> [Work item] From the entries below, extract every line that includes the word "Left".

(Bounding box coordinate data)

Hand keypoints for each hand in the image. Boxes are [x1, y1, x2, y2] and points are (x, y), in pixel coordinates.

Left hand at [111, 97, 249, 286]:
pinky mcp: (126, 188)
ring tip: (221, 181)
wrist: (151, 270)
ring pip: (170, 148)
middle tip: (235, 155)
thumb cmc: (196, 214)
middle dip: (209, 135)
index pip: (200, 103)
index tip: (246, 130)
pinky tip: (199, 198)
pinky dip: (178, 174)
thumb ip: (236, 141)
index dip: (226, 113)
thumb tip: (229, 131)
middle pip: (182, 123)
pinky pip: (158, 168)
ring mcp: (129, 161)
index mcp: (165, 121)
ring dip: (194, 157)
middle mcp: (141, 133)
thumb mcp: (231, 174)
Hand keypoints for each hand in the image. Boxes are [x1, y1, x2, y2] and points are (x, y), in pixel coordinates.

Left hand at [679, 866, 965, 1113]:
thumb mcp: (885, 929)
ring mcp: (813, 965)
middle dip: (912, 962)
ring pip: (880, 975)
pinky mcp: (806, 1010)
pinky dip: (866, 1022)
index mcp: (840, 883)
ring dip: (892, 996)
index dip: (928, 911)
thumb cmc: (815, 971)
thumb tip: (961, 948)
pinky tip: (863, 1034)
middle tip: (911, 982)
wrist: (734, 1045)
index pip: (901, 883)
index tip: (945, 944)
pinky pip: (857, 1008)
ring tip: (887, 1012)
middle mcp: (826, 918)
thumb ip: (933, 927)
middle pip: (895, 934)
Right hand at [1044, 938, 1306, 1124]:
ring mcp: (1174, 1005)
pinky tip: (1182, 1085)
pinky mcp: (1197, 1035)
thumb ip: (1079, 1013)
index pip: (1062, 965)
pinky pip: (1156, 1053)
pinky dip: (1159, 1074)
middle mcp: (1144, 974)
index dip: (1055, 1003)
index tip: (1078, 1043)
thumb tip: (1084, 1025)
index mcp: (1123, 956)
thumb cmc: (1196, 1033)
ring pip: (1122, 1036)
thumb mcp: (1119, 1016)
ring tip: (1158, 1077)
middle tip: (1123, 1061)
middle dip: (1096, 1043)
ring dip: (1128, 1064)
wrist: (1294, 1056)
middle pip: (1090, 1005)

...

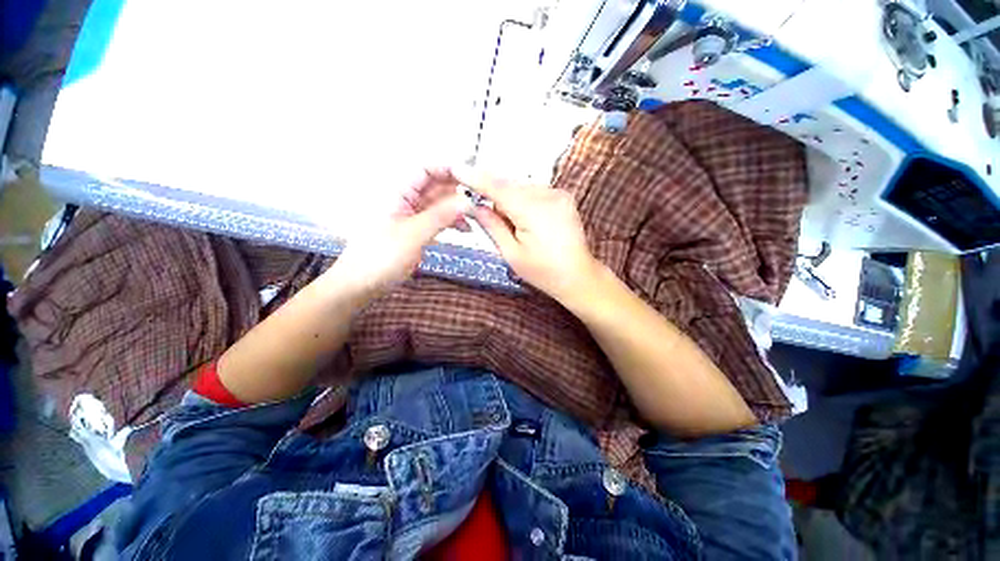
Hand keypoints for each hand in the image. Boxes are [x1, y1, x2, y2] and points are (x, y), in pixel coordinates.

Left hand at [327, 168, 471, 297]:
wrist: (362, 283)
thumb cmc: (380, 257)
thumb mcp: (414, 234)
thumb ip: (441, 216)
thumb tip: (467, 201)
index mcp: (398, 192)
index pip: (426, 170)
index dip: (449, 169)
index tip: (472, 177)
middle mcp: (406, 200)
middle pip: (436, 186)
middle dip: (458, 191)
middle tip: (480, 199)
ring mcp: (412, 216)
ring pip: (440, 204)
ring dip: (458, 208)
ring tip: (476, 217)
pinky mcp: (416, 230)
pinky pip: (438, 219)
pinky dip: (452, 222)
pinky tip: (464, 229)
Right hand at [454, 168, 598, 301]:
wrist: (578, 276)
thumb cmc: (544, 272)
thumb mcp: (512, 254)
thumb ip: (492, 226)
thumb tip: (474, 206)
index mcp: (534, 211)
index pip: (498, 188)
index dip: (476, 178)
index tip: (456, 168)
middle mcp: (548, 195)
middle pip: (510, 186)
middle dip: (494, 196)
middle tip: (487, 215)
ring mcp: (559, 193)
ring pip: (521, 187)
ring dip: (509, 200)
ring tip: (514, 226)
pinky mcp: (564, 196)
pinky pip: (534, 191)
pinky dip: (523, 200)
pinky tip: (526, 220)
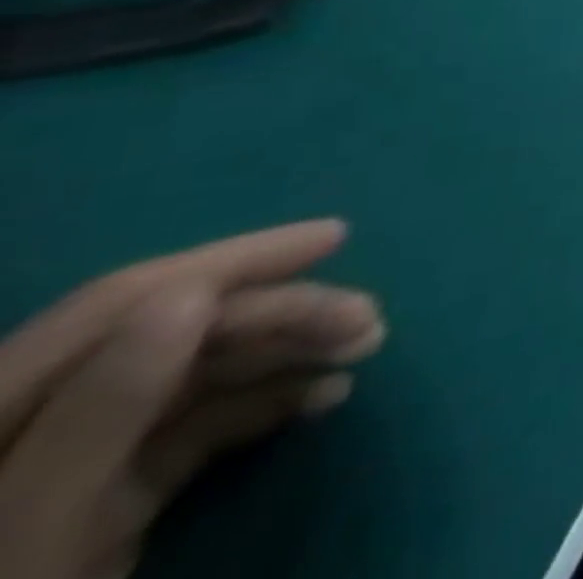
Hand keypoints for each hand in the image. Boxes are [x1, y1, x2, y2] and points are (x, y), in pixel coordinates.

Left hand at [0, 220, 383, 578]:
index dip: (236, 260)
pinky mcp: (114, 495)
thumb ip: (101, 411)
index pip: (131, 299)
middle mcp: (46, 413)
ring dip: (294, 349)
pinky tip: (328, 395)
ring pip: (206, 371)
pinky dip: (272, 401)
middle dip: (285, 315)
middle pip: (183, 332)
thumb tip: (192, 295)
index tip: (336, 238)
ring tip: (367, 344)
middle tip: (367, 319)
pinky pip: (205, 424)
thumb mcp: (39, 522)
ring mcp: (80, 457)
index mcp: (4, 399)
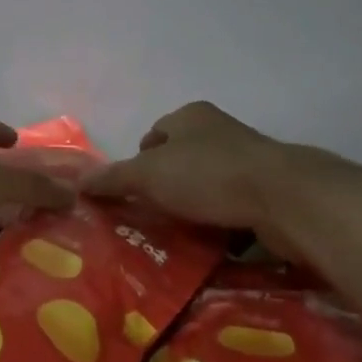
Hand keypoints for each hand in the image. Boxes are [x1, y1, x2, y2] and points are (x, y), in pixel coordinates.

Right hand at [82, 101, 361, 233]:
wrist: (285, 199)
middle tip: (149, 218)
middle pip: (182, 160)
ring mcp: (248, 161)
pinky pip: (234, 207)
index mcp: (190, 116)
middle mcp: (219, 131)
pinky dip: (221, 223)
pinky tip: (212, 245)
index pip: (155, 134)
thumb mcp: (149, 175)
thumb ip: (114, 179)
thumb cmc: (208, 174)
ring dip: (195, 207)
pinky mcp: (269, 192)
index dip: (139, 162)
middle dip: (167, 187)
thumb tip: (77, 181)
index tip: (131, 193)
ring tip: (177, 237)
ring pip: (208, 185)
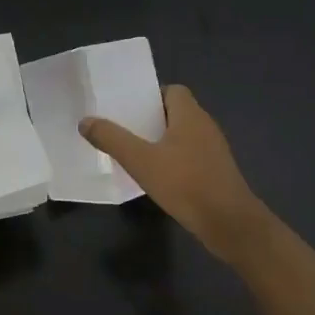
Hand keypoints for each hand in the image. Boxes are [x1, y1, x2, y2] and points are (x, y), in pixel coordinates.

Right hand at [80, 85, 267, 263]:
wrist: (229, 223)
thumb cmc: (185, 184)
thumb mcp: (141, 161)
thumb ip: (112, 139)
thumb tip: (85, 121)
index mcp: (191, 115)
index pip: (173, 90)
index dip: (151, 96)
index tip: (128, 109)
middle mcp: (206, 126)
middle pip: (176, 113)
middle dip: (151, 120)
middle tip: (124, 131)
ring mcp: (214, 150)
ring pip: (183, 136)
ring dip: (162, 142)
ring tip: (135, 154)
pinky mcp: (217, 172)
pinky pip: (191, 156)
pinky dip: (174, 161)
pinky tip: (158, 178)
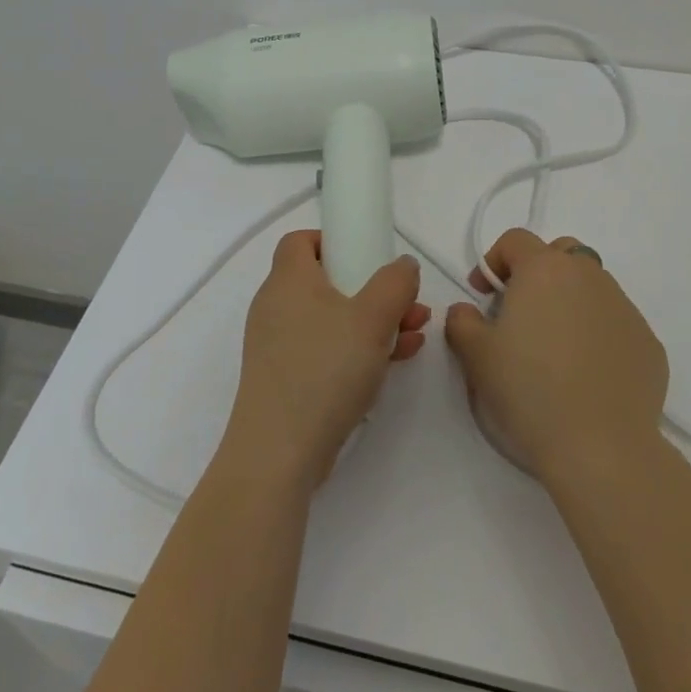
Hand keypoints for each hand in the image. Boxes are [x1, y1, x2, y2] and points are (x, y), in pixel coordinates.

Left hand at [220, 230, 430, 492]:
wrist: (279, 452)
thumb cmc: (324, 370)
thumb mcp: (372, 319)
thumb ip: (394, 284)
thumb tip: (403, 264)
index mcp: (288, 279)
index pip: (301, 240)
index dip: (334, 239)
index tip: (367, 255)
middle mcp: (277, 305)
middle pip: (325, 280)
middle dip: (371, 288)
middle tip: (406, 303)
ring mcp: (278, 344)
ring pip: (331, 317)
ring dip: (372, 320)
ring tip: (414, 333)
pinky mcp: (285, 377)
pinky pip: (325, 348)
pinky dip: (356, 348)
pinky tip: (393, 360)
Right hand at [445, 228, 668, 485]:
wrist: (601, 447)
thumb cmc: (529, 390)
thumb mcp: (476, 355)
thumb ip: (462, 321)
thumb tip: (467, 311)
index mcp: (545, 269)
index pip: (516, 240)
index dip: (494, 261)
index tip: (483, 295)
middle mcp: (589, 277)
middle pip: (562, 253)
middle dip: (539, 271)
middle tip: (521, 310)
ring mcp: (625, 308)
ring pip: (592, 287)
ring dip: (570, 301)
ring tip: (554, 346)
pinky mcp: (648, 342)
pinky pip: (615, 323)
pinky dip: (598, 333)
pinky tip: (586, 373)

> [Task result]
Left hand at [111, 97, 249, 286]:
Left hand at [679, 866, 965, 1113]:
Left hand at [327, 168, 471, 297]:
Left hand at [0, 220, 383, 578]:
Left hand at [220, 230, 430, 492]:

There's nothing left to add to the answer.